(WORK INSTRUCTION): Filter the listing below, keeping only the lines with the word "leaves".

BEGIN

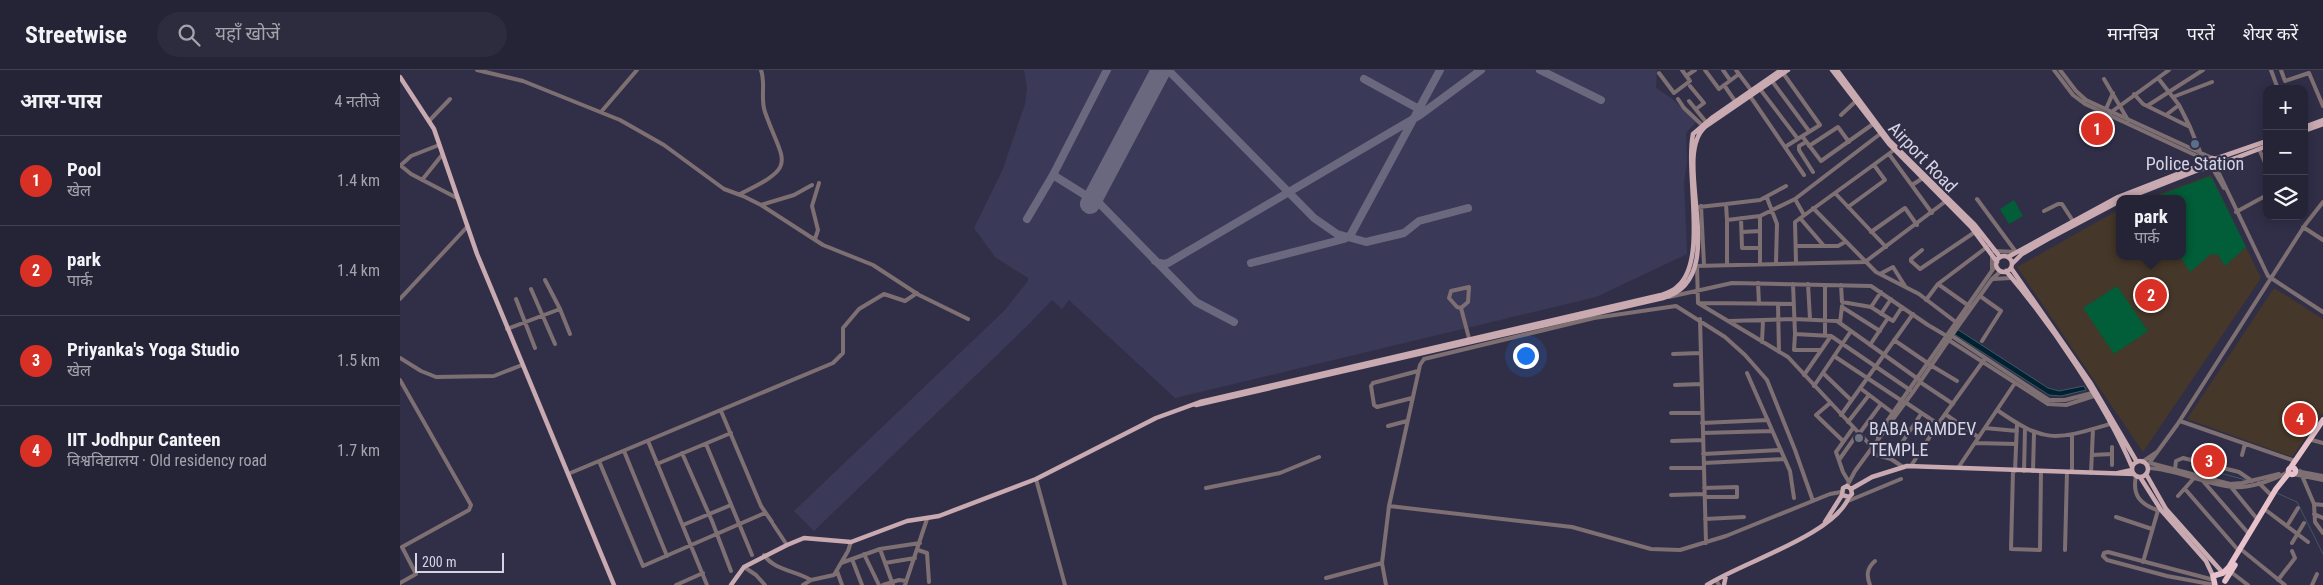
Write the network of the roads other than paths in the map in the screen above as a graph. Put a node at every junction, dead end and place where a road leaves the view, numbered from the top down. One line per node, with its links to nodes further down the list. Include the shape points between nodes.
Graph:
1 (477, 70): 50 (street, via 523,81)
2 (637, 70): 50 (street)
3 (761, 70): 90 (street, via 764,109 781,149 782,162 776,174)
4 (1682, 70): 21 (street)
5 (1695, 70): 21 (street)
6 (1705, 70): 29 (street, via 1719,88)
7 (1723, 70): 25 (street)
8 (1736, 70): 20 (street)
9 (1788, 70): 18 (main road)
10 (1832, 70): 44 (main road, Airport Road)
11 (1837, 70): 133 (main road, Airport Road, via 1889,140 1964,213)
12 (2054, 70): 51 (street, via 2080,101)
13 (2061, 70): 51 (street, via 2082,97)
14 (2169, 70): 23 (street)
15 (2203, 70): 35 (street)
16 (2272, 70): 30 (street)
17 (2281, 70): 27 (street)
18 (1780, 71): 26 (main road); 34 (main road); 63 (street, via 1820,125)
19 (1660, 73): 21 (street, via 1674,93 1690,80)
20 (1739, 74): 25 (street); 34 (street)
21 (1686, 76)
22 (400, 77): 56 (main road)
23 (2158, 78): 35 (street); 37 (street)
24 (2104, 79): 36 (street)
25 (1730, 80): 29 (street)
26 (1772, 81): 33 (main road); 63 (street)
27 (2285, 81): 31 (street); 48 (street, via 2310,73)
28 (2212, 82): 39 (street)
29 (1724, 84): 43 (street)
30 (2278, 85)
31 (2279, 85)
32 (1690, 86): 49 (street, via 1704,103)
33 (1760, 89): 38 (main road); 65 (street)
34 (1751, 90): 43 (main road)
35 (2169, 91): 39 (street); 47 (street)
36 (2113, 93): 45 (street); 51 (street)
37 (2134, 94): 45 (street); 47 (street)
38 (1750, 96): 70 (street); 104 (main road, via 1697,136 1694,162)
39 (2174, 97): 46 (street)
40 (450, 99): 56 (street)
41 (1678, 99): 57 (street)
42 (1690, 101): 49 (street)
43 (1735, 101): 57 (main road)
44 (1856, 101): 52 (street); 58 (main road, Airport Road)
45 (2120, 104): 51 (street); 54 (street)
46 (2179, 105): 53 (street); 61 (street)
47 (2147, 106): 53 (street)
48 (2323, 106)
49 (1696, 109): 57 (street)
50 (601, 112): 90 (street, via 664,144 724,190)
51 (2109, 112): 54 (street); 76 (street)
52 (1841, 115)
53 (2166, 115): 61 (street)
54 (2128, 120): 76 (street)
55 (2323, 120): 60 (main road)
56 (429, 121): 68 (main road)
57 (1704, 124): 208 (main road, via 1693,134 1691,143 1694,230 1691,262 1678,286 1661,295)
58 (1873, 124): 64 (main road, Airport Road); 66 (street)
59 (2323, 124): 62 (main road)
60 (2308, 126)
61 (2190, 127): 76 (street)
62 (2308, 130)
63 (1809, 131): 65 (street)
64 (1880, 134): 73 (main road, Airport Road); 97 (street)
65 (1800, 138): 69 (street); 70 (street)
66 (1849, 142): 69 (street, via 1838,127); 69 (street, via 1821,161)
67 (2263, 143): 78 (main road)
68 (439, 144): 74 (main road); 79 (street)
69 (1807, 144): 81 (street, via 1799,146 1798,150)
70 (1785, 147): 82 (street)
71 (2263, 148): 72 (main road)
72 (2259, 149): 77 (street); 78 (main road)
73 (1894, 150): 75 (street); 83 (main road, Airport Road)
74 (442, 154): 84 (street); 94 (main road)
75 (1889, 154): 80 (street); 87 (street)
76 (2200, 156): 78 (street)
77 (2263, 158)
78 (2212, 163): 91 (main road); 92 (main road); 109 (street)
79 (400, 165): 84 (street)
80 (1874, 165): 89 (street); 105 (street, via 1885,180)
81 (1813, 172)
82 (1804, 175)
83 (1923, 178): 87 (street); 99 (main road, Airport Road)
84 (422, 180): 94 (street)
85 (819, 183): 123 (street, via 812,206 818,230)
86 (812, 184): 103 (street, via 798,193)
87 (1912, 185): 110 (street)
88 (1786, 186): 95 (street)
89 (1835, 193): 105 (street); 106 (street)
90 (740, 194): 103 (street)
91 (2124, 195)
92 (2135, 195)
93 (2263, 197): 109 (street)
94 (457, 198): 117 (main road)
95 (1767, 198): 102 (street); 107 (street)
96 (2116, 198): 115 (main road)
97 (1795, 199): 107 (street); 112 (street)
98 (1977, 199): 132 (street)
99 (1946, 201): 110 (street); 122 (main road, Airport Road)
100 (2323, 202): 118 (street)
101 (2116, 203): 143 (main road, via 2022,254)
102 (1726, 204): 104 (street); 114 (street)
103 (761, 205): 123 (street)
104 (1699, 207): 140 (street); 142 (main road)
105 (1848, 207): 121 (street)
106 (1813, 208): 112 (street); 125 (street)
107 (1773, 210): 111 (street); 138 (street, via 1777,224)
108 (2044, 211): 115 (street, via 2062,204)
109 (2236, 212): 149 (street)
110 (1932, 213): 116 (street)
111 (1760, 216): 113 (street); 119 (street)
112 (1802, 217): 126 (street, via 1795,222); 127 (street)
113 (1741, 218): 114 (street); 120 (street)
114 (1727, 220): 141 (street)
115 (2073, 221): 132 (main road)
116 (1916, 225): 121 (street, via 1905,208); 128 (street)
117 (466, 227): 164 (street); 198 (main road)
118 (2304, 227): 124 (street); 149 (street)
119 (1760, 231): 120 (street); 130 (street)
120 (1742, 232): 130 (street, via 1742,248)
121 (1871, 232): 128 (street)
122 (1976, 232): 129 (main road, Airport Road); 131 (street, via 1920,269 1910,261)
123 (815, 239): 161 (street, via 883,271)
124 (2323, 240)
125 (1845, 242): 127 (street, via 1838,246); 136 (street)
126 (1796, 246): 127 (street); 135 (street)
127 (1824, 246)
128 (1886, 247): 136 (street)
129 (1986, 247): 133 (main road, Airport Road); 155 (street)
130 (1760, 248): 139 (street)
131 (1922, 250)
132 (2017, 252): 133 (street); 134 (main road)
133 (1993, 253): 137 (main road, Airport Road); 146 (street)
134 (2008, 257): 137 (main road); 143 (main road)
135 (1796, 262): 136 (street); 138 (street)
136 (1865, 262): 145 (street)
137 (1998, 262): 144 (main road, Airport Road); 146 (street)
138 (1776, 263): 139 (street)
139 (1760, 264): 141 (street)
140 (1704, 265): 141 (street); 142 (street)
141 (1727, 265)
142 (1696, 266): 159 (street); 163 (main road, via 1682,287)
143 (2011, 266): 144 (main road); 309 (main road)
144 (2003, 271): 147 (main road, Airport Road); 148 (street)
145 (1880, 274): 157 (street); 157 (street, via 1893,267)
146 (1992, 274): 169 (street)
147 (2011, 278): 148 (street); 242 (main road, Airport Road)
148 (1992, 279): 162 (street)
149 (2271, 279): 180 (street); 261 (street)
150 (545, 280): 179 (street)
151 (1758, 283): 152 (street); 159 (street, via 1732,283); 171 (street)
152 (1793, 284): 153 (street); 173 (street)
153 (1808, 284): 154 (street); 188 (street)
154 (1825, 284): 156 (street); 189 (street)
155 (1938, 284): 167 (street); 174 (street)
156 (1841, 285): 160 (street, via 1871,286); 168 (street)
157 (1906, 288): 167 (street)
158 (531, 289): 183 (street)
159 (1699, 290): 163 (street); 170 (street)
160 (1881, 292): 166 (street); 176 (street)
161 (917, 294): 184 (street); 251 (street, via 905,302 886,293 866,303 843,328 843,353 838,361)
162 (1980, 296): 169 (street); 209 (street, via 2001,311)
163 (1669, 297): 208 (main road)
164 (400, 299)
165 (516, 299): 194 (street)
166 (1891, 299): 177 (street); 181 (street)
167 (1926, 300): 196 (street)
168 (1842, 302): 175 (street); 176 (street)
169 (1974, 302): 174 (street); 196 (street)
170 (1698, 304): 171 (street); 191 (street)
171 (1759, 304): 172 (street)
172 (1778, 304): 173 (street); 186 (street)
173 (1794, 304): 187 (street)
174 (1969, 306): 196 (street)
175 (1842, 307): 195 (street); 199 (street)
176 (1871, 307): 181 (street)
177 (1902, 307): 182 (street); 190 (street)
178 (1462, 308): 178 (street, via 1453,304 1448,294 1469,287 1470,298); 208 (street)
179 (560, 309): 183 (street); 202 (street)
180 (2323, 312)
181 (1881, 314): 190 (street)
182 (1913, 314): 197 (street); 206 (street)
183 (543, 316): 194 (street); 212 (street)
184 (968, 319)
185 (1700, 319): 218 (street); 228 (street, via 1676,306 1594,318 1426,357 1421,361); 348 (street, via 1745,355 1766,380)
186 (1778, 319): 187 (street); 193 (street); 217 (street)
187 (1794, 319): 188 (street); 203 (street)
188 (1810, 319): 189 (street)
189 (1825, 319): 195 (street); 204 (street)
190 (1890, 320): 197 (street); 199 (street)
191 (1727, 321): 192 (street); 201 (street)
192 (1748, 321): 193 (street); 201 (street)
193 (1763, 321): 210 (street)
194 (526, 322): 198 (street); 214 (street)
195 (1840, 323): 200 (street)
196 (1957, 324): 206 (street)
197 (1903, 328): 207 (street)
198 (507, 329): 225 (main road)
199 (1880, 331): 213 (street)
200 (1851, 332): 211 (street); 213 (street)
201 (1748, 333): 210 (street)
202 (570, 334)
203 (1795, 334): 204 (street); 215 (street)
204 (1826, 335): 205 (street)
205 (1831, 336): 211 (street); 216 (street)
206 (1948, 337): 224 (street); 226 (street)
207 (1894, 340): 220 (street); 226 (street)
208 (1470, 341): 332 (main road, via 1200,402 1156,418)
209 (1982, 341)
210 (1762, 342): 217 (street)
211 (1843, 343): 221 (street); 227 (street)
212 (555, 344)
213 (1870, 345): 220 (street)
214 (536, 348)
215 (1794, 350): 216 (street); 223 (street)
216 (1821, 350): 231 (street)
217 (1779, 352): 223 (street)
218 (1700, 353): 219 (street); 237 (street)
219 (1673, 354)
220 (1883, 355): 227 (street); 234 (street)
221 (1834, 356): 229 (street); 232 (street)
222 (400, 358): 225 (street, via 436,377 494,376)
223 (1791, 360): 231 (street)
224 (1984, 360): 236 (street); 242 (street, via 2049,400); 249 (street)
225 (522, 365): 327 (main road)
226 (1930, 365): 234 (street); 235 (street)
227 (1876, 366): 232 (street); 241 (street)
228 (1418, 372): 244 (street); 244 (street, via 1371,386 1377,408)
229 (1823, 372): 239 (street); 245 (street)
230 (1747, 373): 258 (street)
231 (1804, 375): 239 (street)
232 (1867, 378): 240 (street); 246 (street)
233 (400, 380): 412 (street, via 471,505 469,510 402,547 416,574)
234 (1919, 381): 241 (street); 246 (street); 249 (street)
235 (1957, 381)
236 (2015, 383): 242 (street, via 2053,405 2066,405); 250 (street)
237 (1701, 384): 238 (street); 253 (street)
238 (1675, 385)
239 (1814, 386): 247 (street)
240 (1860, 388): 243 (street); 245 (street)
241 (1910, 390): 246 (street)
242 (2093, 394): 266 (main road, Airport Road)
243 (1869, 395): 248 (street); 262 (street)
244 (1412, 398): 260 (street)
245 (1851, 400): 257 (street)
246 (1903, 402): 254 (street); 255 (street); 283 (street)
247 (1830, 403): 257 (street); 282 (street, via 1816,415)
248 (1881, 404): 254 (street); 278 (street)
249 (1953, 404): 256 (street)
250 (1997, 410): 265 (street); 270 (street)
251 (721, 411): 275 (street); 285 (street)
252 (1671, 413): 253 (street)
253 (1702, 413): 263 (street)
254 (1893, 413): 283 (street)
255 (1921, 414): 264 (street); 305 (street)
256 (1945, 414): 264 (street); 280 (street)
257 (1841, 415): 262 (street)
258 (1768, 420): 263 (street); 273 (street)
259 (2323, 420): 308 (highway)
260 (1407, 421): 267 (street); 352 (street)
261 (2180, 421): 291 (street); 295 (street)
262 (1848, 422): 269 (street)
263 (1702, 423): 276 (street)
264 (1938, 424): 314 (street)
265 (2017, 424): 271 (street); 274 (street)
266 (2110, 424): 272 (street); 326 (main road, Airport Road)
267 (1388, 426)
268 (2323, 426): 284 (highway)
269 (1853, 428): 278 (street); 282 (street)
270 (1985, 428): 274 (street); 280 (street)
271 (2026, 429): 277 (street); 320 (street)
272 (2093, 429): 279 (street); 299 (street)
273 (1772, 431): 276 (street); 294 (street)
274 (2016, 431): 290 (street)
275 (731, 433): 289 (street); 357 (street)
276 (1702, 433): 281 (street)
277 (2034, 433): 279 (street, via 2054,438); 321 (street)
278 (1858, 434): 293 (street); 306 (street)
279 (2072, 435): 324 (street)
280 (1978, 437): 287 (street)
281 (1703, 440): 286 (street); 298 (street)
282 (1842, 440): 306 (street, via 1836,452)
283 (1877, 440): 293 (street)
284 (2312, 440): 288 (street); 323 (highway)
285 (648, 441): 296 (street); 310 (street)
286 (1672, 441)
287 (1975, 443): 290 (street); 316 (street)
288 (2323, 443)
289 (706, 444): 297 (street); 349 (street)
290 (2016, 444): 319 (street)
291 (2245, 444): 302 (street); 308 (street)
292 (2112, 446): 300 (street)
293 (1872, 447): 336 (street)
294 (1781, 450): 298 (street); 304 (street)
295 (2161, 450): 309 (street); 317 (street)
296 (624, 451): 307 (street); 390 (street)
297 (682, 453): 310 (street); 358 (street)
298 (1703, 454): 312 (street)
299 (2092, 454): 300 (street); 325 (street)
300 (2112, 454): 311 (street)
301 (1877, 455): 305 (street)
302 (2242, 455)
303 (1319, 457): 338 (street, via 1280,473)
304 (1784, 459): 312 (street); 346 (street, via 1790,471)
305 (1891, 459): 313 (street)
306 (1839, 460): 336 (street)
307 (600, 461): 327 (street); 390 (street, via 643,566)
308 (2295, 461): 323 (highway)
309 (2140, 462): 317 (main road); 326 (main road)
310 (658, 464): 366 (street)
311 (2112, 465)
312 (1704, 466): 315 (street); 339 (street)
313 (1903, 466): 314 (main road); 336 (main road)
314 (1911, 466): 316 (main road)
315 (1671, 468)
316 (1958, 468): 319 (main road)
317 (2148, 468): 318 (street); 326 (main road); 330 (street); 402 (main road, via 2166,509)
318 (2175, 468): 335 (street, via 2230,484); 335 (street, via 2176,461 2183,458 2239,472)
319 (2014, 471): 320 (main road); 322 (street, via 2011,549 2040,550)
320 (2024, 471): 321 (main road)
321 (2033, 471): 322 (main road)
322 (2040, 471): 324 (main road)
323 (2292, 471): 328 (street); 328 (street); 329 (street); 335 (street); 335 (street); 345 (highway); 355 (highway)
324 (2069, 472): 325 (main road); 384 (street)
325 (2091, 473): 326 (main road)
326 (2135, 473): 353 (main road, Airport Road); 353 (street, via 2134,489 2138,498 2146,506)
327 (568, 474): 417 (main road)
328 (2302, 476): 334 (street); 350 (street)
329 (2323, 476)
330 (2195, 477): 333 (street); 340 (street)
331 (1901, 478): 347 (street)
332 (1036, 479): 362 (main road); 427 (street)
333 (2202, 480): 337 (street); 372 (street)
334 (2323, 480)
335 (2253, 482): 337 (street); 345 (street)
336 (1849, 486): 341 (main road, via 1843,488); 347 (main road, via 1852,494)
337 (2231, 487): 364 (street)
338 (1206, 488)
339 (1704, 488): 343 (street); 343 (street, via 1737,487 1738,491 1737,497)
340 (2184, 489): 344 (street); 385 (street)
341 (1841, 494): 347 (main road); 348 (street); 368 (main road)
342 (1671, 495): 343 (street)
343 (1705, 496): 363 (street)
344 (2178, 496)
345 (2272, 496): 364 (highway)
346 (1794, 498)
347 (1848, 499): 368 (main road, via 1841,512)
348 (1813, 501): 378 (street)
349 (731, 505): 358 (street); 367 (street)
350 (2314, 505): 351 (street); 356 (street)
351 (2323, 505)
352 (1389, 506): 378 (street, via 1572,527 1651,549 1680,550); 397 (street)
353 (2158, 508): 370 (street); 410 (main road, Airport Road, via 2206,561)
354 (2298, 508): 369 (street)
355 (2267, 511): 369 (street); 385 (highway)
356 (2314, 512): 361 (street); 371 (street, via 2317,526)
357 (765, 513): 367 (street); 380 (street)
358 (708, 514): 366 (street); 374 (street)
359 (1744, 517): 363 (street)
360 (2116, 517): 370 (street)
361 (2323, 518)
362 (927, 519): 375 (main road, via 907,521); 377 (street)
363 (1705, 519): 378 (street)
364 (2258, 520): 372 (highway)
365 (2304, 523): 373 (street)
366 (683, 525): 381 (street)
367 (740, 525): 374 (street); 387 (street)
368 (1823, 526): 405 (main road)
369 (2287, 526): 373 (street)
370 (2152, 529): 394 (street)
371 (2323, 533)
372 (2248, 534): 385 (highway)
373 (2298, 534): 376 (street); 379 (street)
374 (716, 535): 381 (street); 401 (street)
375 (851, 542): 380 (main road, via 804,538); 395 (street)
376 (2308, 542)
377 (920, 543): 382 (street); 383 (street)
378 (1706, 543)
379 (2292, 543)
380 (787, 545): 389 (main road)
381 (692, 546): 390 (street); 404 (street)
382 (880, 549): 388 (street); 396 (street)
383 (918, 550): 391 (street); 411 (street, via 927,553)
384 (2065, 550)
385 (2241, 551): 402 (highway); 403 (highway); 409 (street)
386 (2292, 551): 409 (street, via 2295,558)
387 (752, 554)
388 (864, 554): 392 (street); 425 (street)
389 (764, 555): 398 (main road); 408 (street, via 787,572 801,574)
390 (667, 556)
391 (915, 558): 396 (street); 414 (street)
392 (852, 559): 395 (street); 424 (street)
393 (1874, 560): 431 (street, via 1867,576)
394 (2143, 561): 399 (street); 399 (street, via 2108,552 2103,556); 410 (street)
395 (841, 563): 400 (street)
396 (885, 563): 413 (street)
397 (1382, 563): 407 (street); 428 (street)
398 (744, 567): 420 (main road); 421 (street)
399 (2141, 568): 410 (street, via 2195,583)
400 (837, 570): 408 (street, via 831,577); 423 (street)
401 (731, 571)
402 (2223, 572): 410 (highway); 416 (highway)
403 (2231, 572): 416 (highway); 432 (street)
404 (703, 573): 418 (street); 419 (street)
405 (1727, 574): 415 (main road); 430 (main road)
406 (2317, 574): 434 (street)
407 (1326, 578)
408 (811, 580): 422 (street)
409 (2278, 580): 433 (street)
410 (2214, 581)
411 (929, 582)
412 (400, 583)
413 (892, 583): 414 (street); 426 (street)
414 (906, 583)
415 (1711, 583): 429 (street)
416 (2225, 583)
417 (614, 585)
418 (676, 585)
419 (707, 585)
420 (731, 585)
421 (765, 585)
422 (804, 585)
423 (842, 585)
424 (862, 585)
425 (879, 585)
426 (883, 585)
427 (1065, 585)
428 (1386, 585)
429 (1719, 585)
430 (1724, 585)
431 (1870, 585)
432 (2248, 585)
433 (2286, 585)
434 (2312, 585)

END
BEGIN

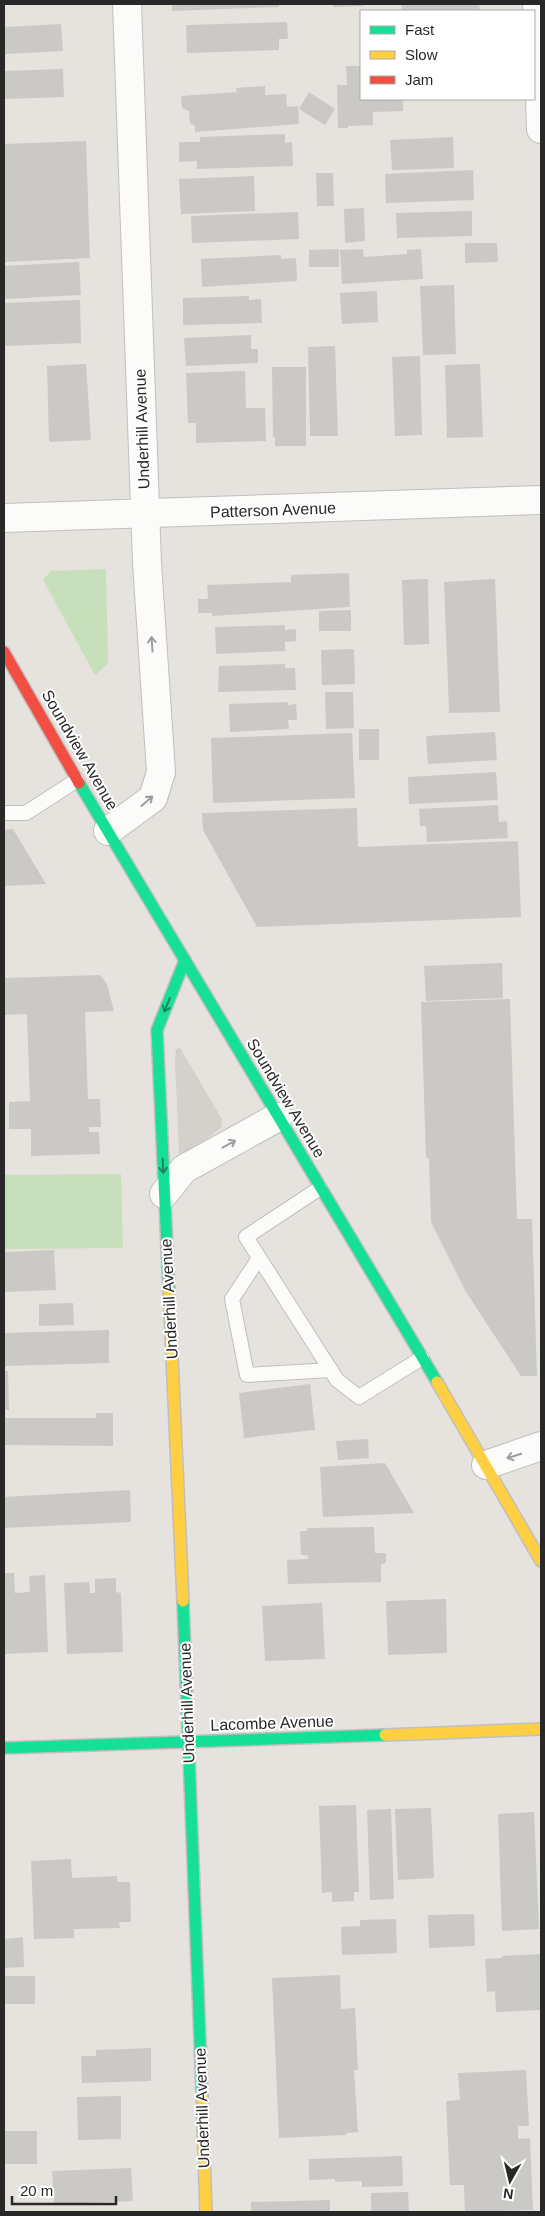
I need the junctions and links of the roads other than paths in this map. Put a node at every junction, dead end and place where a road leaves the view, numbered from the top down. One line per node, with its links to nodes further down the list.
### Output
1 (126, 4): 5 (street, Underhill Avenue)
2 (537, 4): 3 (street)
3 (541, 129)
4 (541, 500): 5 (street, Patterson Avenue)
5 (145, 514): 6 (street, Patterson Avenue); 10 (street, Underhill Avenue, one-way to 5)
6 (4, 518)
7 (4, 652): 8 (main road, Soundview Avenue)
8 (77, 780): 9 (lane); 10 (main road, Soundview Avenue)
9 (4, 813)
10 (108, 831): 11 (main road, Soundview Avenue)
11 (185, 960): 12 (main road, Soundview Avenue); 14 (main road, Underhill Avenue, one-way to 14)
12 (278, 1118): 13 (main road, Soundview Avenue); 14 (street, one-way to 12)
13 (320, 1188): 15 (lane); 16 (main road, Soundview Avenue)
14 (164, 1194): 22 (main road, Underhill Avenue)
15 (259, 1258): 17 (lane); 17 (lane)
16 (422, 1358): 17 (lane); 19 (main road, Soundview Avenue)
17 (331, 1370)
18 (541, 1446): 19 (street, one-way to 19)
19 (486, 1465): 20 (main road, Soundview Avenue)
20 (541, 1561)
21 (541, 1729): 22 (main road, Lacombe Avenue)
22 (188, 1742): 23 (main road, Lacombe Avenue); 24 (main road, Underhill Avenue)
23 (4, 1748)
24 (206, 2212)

END

(EXPECTED ANSWER):
Write the network of the roads other than paths in the map in the screen above as a graph. Put a node at every junction, dead end and place where a road leaves the view, numbered from the top down. One line per node, with its links to nodes further down the list. Include the shape points between nodes.
I need the junctions and links of the roads other than paths in this map. Put a node at every junction, dead end and place where a road leaves the view, numbered from the top down. One line per node, with its links to nodes further down the list.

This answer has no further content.